My ears tell me that they are identical.
That’s not surprising since “CD quality” (16-bit/44.1kHz) is better than human hearing. 
Often a good-quality MP3 (lossy compression) can sound identical to the original (in a proper blind listening test).
And my eyes too because in Audacity, the wave form and the spectogram are 100% identical
The waveform doesn’t have enough visual resolution to show even 16-bits and I doubt the spectrogram does either. The spectrogram sometimes shows a difference at higher/lower sample rates (96kHz vs 44.1kHz) and often the spectrogram will show a difference with MP3, but that doesn’t mean you can hear the difference.
Does that mean the file presented as 24bits is just a 16bit that has been “upscaled”?
Is there a way to check that? How?
It’s not always easy… I found a plug-in called [u]Bitter[/u] that’s supposed to that. If you Google, you can probably find similar tools.
If it was “simply” upscaled the 8 least-significant bits will be zero and that would be easy to test. Those zeros take just as much space in an uncompressed file so the bitrate is the same for a “fake” or real 24-bit WAV file. A bunch of zeros are easy to compress so the FLAC would be the same size (and bitrate) as the 16-bit file.
But, simply changing the volume by 0.1dB, or dithering, or changing the sample rate, or almost any slight-effect will fill all of the bits with data. It wouldn’t be hard to “fake it”.
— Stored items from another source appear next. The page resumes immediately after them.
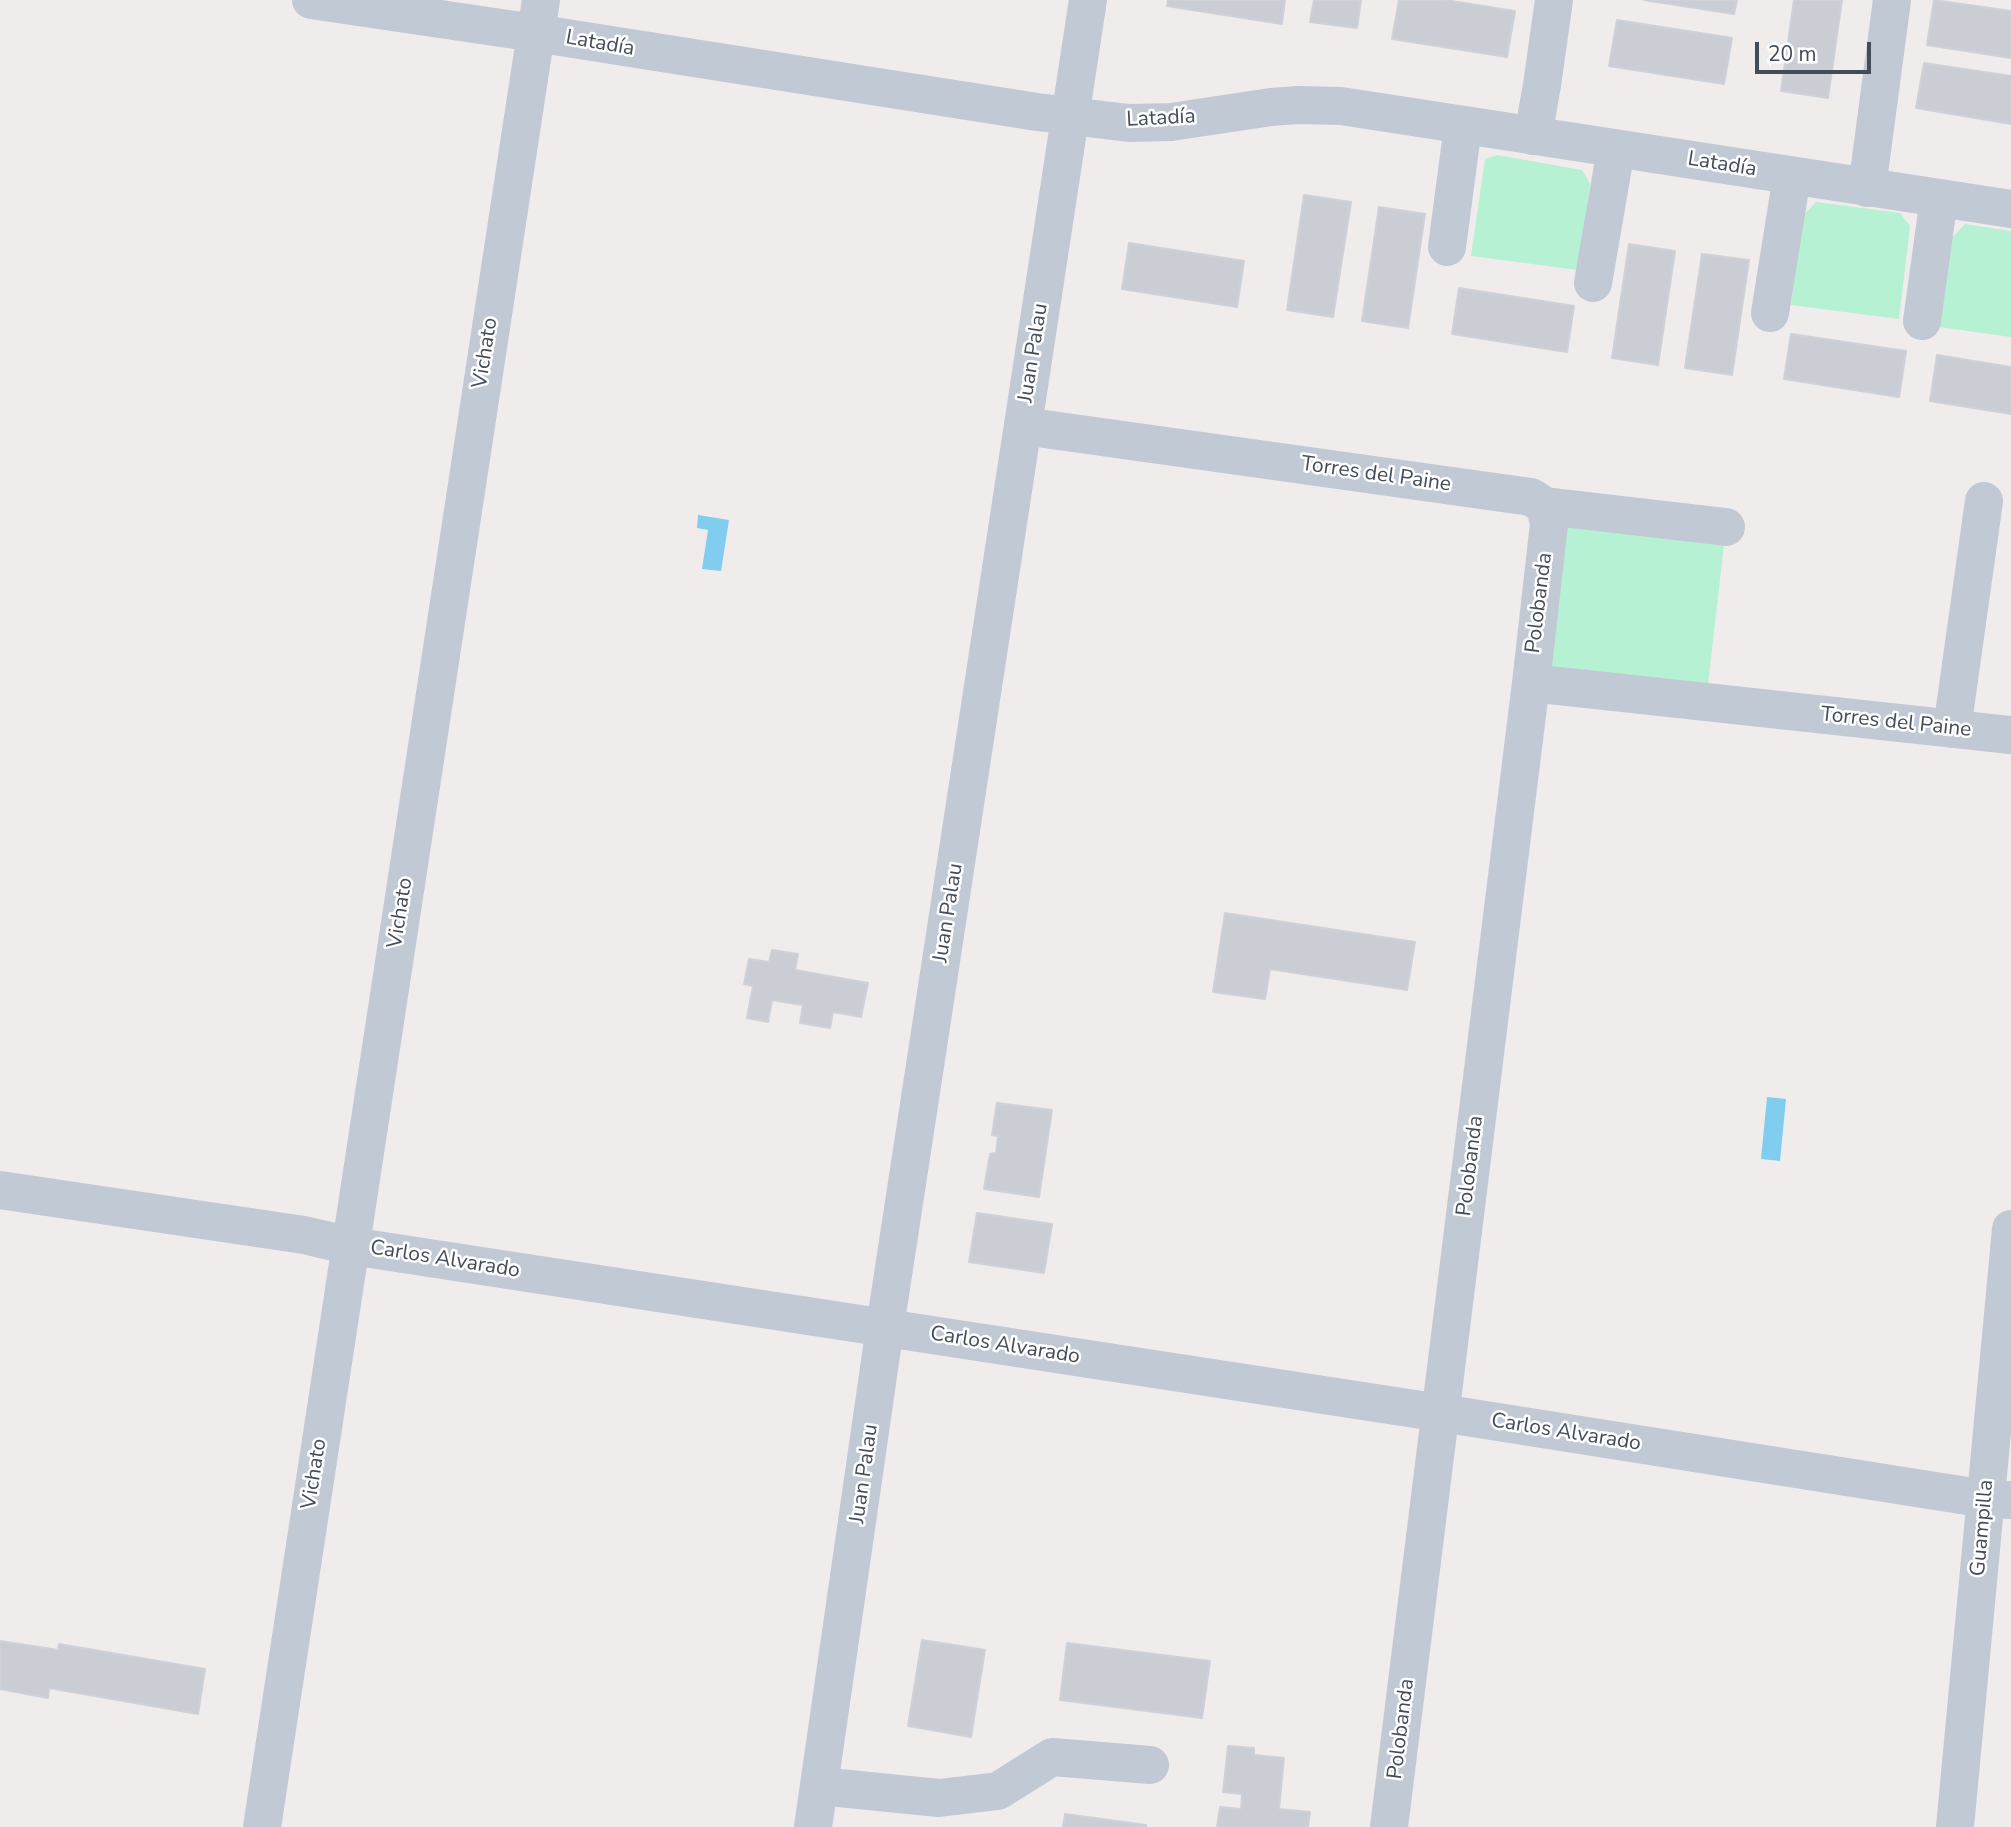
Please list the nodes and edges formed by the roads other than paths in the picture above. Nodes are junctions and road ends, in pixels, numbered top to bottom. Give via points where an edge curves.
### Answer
1 (311, 0) edge
2 (1088, 0) edge
3 (1554, 0) edge
4 (1892, 0) edge
5 (538, 16) edge
6 (1070, 116) junction
7 (1463, 126) junction
8 (1533, 136) junction
9 (1616, 149) junction
10 (1792, 176) junction
11 (1867, 187) junction
12 (1939, 198) junction
13 (2011, 209) edge
14 (1447, 247) dead end
15 (1593, 283) dead end
16 (1770, 313) dead end
17 (1922, 321) dead end
18 (1023, 426) junction
19 (1984, 501) dead end
20 (1545, 506) junction
21 (1726, 527) dead end
22 (1531, 683) junction
23 (1952, 729) junction
24 (2011, 735) edge
25 (0, 1190) edge
26 (351, 1245) junction
27 (2010, 1251) edge
28 (885, 1327) junction
29 (1441, 1413) junction
30 (1998, 1499) edge
31 (1150, 1765) dead end
32 (819, 1786) junction
33 (262, 1827) edge
34 (813, 1827) edge
35 (1389, 1827) edge
36 (1955, 1827) edge

1 - 5 street, Latadía
2 - 6 street, Juan Palau
3 - 8 street
4 - 11 street
5 - 6 street, Latadía via 680,57
5 - 26 street, Vichato
6 - 7 street, Latadía via 1151,124 1271,107 1341,106
6 - 18 street, Juan Palau
7 - 8 street, Latadía
7 - 14 street
8 - 9 street, Latadía
9 - 10 street, Latadía
9 - 15 street
10 - 11 street, Latadía
10 - 16 street
11 - 12 street, Latadía
12 - 13 street, Latadía
12 - 17 street
18 - 20 street, Torres del Paine via 1531,497
18 - 28 street, Juan Palau
19 - 23 street
20 - 21 street, Torres del Paine
20 - 22 street, Polobanda via 1549,524
22 - 23 street, Torres del Paine
22 - 29 street, Polobanda
23 - 24 street, Torres del Paine
25 - 26 street, Carlos Alvarado
26 - 28 street, Carlos Alvarado
26 - 33 street, Vichato
27 - 30 street, Guampilla
28 - 29 street, Carlos Alvarado
28 - 32 street, Juan Palau
29 - 30 street, Carlos Alvarado
29 - 35 street, Polobanda
30 - 36 street, Guampilla
31 - 32 street via 1052,1757 998,1791 939,1798
32 - 34 street, Juan Palau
I tried an MP3 (ripped/converted from a CD) and Bitter shows it as 32-bits which is “mathematically true” but meaningless in terms of audio quality/resolution so it’s not hard to fake-out Bitter.
Should I delete the 24bits “useless” file that takes twice the space on my hard drive?
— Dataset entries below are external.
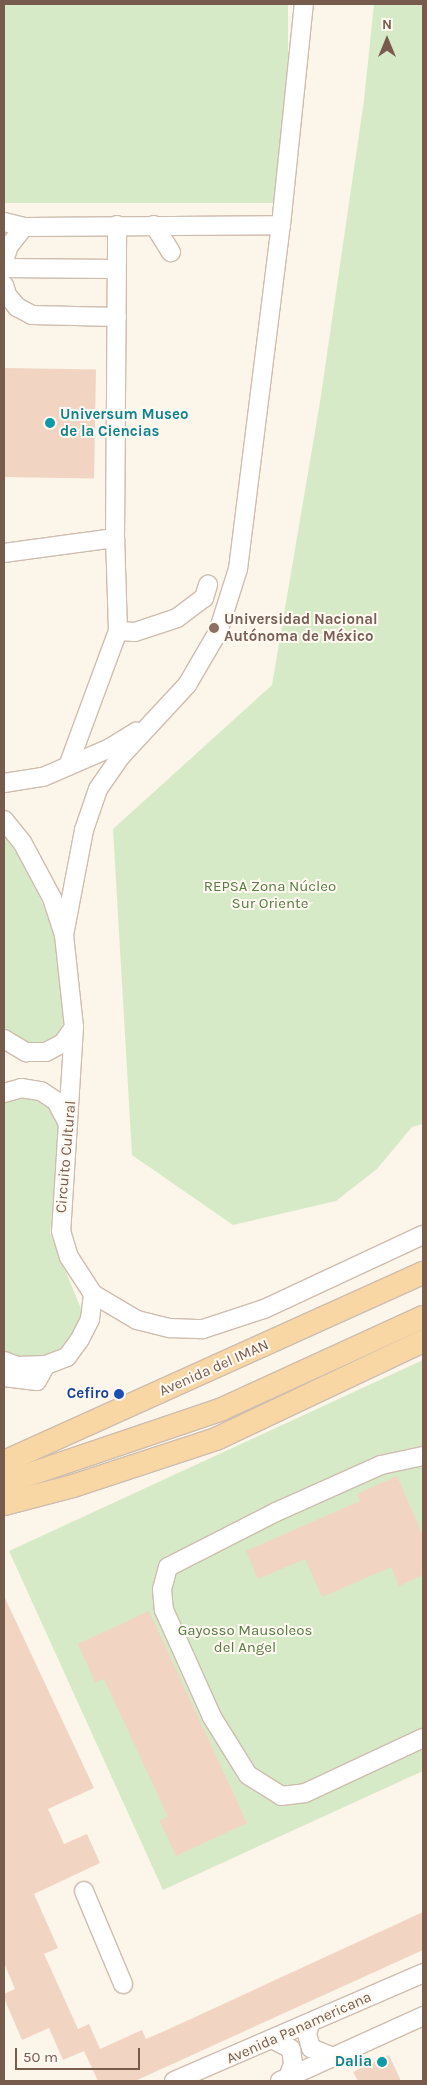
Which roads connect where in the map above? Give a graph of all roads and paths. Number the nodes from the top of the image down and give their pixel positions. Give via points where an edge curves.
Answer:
1 (304, 4) edge
2 (4, 222) edge
3 (281, 225) junction
4 (117, 226) junction
5 (154, 226) junction
6 (24, 227) junction
7 (171, 252) dead end
8 (4, 261) edge
9 (4, 268) edge
10 (116, 269) junction
11 (4, 285) edge
12 (117, 316) junction
13 (115, 538) junction
14 (4, 553) edge
15 (208, 585) dead end
16 (118, 630) junction
17 (149, 724) junction
18 (68, 766) junction
19 (4, 783) edge
20 (4, 820) edge
21 (64, 936) junction
22 (74, 1026) junction
23 (4, 1039) edge
24 (4, 1093) edge
25 (69, 1126) junction
26 (423, 1236) edge
27 (423, 1273) edge
28 (93, 1294) junction
29 (423, 1317) edge
30 (423, 1341) edge
31 (4, 1361) edge
32 (46, 1365) junction
33 (4, 1377) edge
34 (423, 1456) edge
35 (4, 1462) edge
36 (4, 1483) edge
37 (4, 1504) edge
38 (423, 1738) edge
39 (84, 1891) dead end
40 (423, 1973) edge
41 (123, 1984) dead end
42 (423, 2016) edge
43 (310, 2024) junction
44 (274, 2040) junction
45 (333, 2057) junction
46 (284, 2079) edge
47 (174, 2081) edge

1 - 3 street
2 - 6 street
3 - 5 street
3 - 17 street via 238,569 218,632 187,685
4 - 5 street
4 - 6 street
4 - 10 street
5 - 7 street
6 - 8 street via 9,246
9 - 10 street
10 - 12 street
11 - 12 street via 7,295 17,307 32,315
12 - 13 street
13 - 14 street
13 - 16 street
15 - 16 street via 204,598 177,618 135,632
16 - 18 street
17 - 18 street via 110,748
17 - 21 street via 98,789 84,830
18 - 19 street via 43,777
20 - 21 street, Circuito Cultural via 22,842 52,898
21 - 22 street, Circuito Cultural
22 - 23 street via 63,1042 46,1052 26,1052
22 - 25 street, Circuito Cultural
24 - 25 street via 26,1088 49,1095 62,1109
25 - 28 street, Circuito Cultural via 60,1200 61,1231 70,1257
26 - 28 street, Circuito Cultural via 264,1309 203,1329 170,1328 137,1320
27 - 35 main road, Avenida del IMAN
28 - 32 street via 90,1319 80,1339 67,1357
29 - 36 main road via 222,1409
30 - 37 main road via 216,1439 73,1486
31 - 32 street via 16,1366
32 - 33 street via 37,1381
34 - 38 street via 381,1465 276,1512 168,1567 162,1589 164,1610 212,1718 248,1775 281,1796 305,1793
39 - 41 street
40 - 43 street, Avenida Panamericana
42 - 45 street
43 - 44 street, Avenida Panamericana
43 - 45 street via 307,2034 311,2048
44 - 46 street via 291,2049 293,2064
44 - 47 street, Avenida Panamericana
45 - 46 street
You already said you can’t hear a difference so that’s probably an “emotional” decision. If you are doing any editing processing there might be an advantage leaving at the highest resolution.
I have been told that most of the so-called 24 bits sold on the digital market are “fake” 24 bits, and only upscaled 16 bits.
Probably not “most” if you’re buying from legitimate suppliers. The pro studio standard is 24-bits/96kHz so they certainly can distribute 24-bit files. And, some people share true-24-bit “vinyl rips” even though vinyl is not as good as CD.